======== Records for processing ========
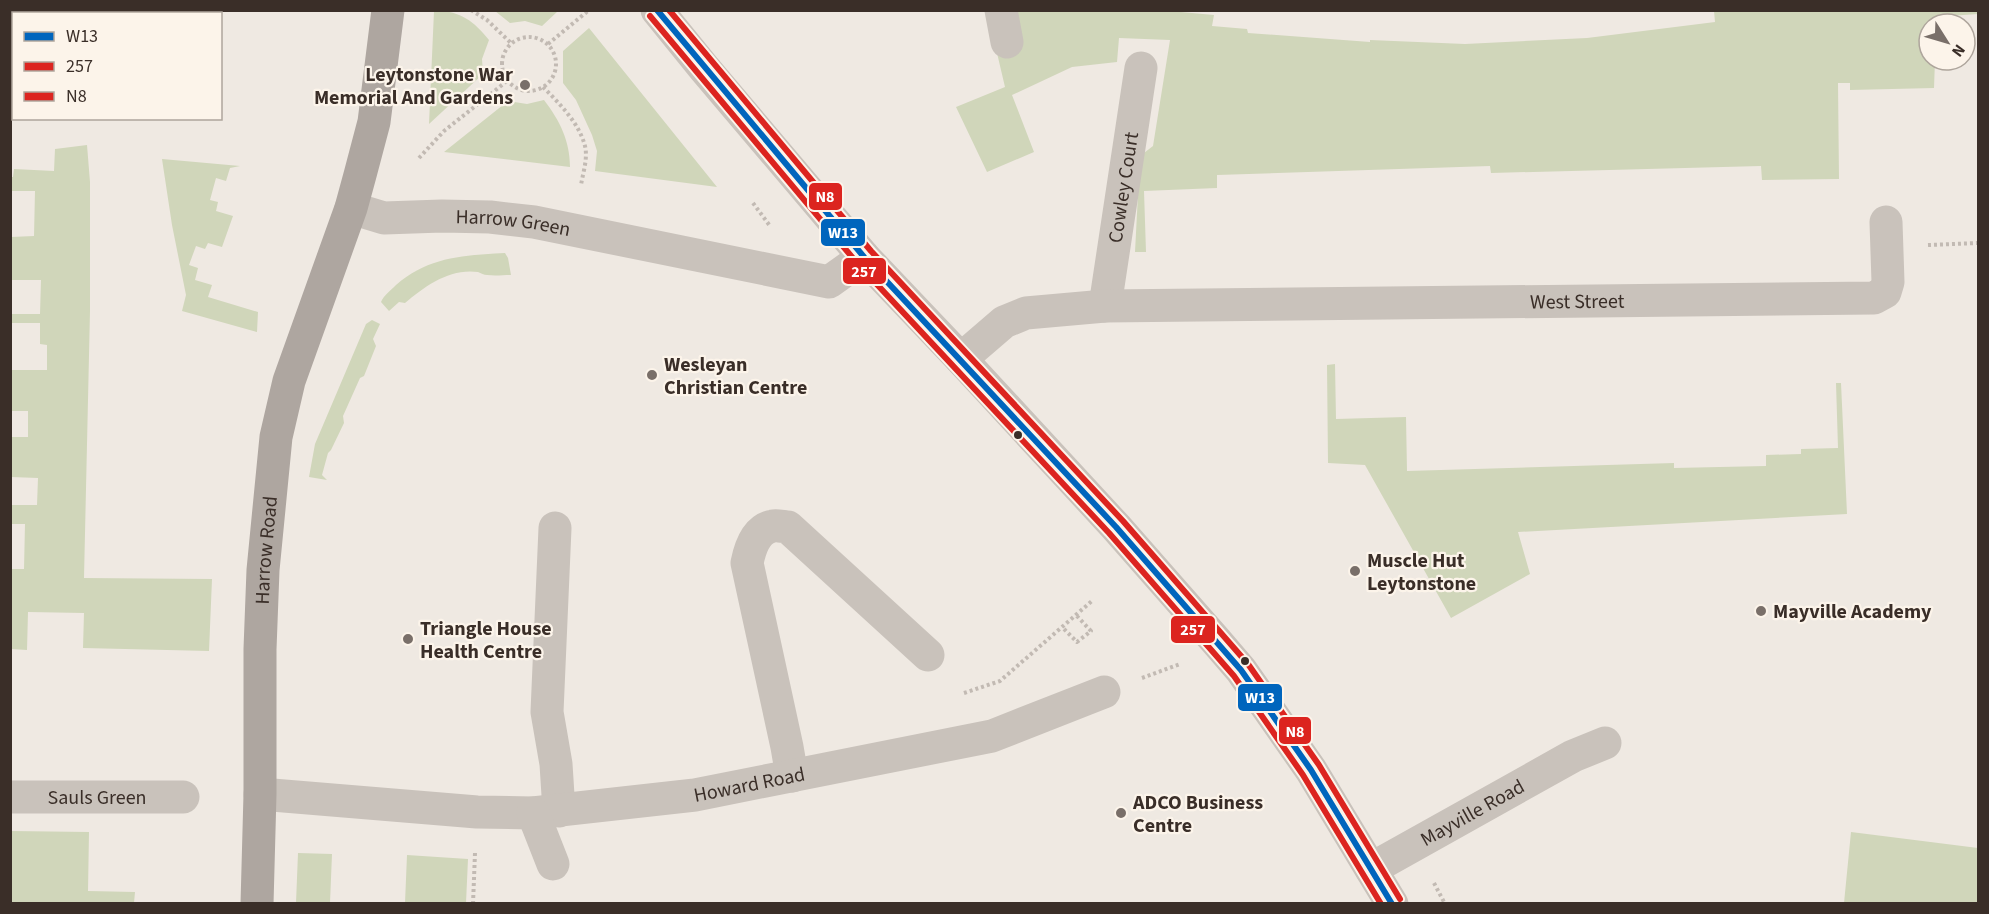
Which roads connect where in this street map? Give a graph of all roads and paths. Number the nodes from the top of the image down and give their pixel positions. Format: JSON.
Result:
{"nodes":[{"id":1,"x":388,"y":10,"type":"edge"},
{"id":2,"x":471,"y":10,"type":"edge"},
{"id":3,"x":589,"y":10,"type":"edge"},
{"id":4,"x":657,"y":10,"type":"edge"},
{"id":5,"x":511,"y":43,"type":"junction"},
{"id":6,"x":548,"y":45,"type":"junction"},
{"id":7,"x":1141,"y":68,"type":"dead end"},
{"id":8,"x":507,"y":81,"type":"junction"},
{"id":9,"x":543,"y":87,"type":"junction"},
{"id":10,"x":419,"y":158,"type":"dead end"},
{"id":11,"x":581,"y":185,"type":"dead end"},
{"id":12,"x":351,"y":208,"type":"junction"},
{"id":13,"x":1886,"y":222,"type":"dead end"},
{"id":14,"x":864,"y":257,"type":"junction"},
{"id":15,"x":1105,"y":306,"type":"junction"},
{"id":16,"x":961,"y":358,"type":"junction"},
{"id":17,"x":555,"y":528,"type":"dead end"},
{"id":18,"x":1093,"y":600,"type":"dead end"},
{"id":19,"x":1076,"y":615,"type":"junction"},
{"id":20,"x":1064,"y":629,"type":"dead end"},
{"id":21,"x":1217,"y":642,"type":"junction"},
{"id":22,"x":928,"y":655,"type":"dead end"},
{"id":23,"x":1104,"y":692,"type":"joint"},
{"id":24,"x":964,"y":693,"type":"dead end"},
{"id":25,"x":1605,"y":743,"type":"dead end"},
{"id":26,"x":792,"y":776,"type":"junction"},
{"id":27,"x":260,"y":794,"type":"junction"},
{"id":28,"x":10,"y":797,"type":"edge"},
{"id":29,"x":183,"y":797,"type":"dead end"},
{"id":30,"x":477,"y":812,"type":"junction"},
{"id":31,"x":546,"y":812,"type":"junction"},
{"id":32,"x":553,"y":864,"type":"dead end"},
{"id":33,"x":1371,"y":869,"type":"junction"},
{"id":34,"x":257,"y":903,"type":"edge"},
{"id":35,"x":473,"y":903,"type":"edge"},
{"id":36,"x":1392,"y":903,"type":"edge"}],
"edges":[{"from":1,"to":12,"type":"main road"},
{"from":2,"to":5,"type":"path"},
{"from":3,"to":6,"type":"path"},
{"from":4,"to":14,"type":"street"},
{"from":5,"to":6,"type":"path"},
{"from":5,"to":8,"type":"path"},
{"from":6,"to":9,"type":"path"},
{"from":7,"to":15,"type":"street","name":"Cowley Court"},
{"from":8,"to":9,"type":"path"},
{"from":8,"to":10,"type":"path"},
{"from":9,"to":11,"type":"path"},
{"from":12,"to":14,"type":"street","name":"Harrow Green"},
{"from":12,"to":27,"type":"main road","name":"Harrow Road"},
{"from":13,"to":15,"type":"street","name":"West Street"},
{"from":14,"to":16,"type":"street"},
{"from":15,"to":16,"type":"street","name":"West Street"},
{"from":16,"to":21,"type":"street"},
{"from":17,"to":31,"type":"street"},
{"from":18,"to":19,"type":"path"},
{"from":19,"to":20,"type":"path"},
{"from":19,"to":24,"type":"path"},
{"from":21,"to":23,"type":"path"},
{"from":21,"to":33,"type":"street"},
{"from":22,"to":26,"type":"street"},
{"from":23,"to":26,"type":"street","name":"Howard Road"},
{"from":25,"to":33,"type":"street","name":"Mayville Road"},
{"from":26,"to":31,"type":"street","name":"Howard Road"},
{"from":27,"to":30,"type":"street","name":"Howard Road"},
{"from":27,"to":34,"type":"main road","name":"Harrow Road"},
{"from":28,"to":29,"type":"street","name":"Sauls Green"},
{"from":30,"to":31,"type":"street","name":"Howard Road"},
{"from":30,"to":35,"type":"path"},
{"from":31,"to":32,"type":"street"},
{"from":33,"to":36,"type":"street"}]}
========
• **Activity**
Reproduce the whole listing above character for character; pictures do not belong in it.

• **Reply**
Which roads connect where in this street map? Give a graph of all roads and paths. Number the nodes from the top of the image down and give their pixel positions. Format: JSON.
Result:
{"nodes":[{"id":1,"x":388,"y":10,"type":"edge"},
{"id":2,"x":471,"y":10,"type":"edge"},
{"id":3,"x":589,"y":10,"type":"edge"},
{"id":4,"x":657,"y":10,"type":"edge"},
{"id":5,"x":511,"y":43,"type":"junction"},
{"id":6,"x":548,"y":45,"type":"junction"},
{"id":7,"x":1141,"y":68,"type":"dead end"},
{"id":8,"x":507,"y":81,"type":"junction"},
{"id":9,"x":543,"y":87,"type":"junction"},
{"id":10,"x":419,"y":158,"type":"dead end"},
{"id":11,"x":581,"y":185,"type":"dead end"},
{"id":12,"x":351,"y":208,"type":"junction"},
{"id":13,"x":1886,"y":222,"type":"dead end"},
{"id":14,"x":864,"y":257,"type":"junction"},
{"id":15,"x":1105,"y":306,"type":"junction"},
{"id":16,"x":961,"y":358,"type":"junction"},
{"id":17,"x":555,"y":528,"type":"dead end"},
{"id":18,"x":1093,"y":600,"type":"dead end"},
{"id":19,"x":1076,"y":615,"type":"junction"},
{"id":20,"x":1064,"y":629,"type":"dead end"},
{"id":21,"x":1217,"y":642,"type":"junction"},
{"id":22,"x":928,"y":655,"type":"dead end"},
{"id":23,"x":1104,"y":692,"type":"joint"},
{"id":24,"x":964,"y":693,"type":"dead end"},
{"id":25,"x":1605,"y":743,"type":"dead end"},
{"id":26,"x":792,"y":776,"type":"junction"},
{"id":27,"x":260,"y":794,"type":"junction"},
{"id":28,"x":10,"y":797,"type":"edge"},
{"id":29,"x":183,"y":797,"type":"dead end"},
{"id":30,"x":477,"y":812,"type":"junction"},
{"id":31,"x":546,"y":812,"type":"junction"},
{"id":32,"x":553,"y":864,"type":"dead end"},
{"id":33,"x":1371,"y":869,"type":"junction"},
{"id":34,"x":257,"y":903,"type":"edge"},
{"id":35,"x":473,"y":903,"type":"edge"},
{"id":36,"x":1392,"y":903,"type":"edge"}],
"edges":[{"from":1,"to":12,"type":"main road"},
{"from":2,"to":5,"type":"path"},
{"from":3,"to":6,"type":"path"},
{"from":4,"to":14,"type":"street"},
{"from":5,"to":6,"type":"path"},
{"from":5,"to":8,"type":"path"},
{"from":6,"to":9,"type":"path"},
{"from":7,"to":15,"type":"street","name":"Cowley Court"},
{"from":8,"to":9,"type":"path"},
{"from":8,"to":10,"type":"path"},
{"from":9,"to":11,"type":"path"},
{"from":12,"to":14,"type":"street","name":"Harrow Green"},
{"from":12,"to":27,"type":"main road","name":"Harrow Road"},
{"from":13,"to":15,"type":"street","name":"West Street"},
{"from":14,"to":16,"type":"street"},
{"from":15,"to":16,"type":"street","name":"West Street"},
{"from":16,"to":21,"type":"street"},
{"from":17,"to":31,"type":"street"},
{"from":18,"to":19,"type":"path"},
{"from":19,"to":20,"type":"path"},
{"from":19,"to":24,"type":"path"},
{"from":21,"to":23,"type":"path"},
{"from":21,"to":33,"type":"street"},
{"from":22,"to":26,"type":"street"},
{"from":23,"to":26,"type":"street","name":"Howard Road"},
{"from":25,"to":33,"type":"street","name":"Mayville Road"},
{"from":26,"to":31,"type":"street","name":"Howard Road"},
{"from":27,"to":30,"type":"street","name":"Howard Road"},
{"from":27,"to":34,"type":"main road","name":"Harrow Road"},
{"from":28,"to":29,"type":"street","name":"Sauls Green"},
{"from":30,"to":31,"type":"street","name":"Howard Road"},
{"from":30,"to":35,"type":"path"},
{"from":31,"to":32,"type":"street"},
{"from":33,"to":36,"type":"street"}]}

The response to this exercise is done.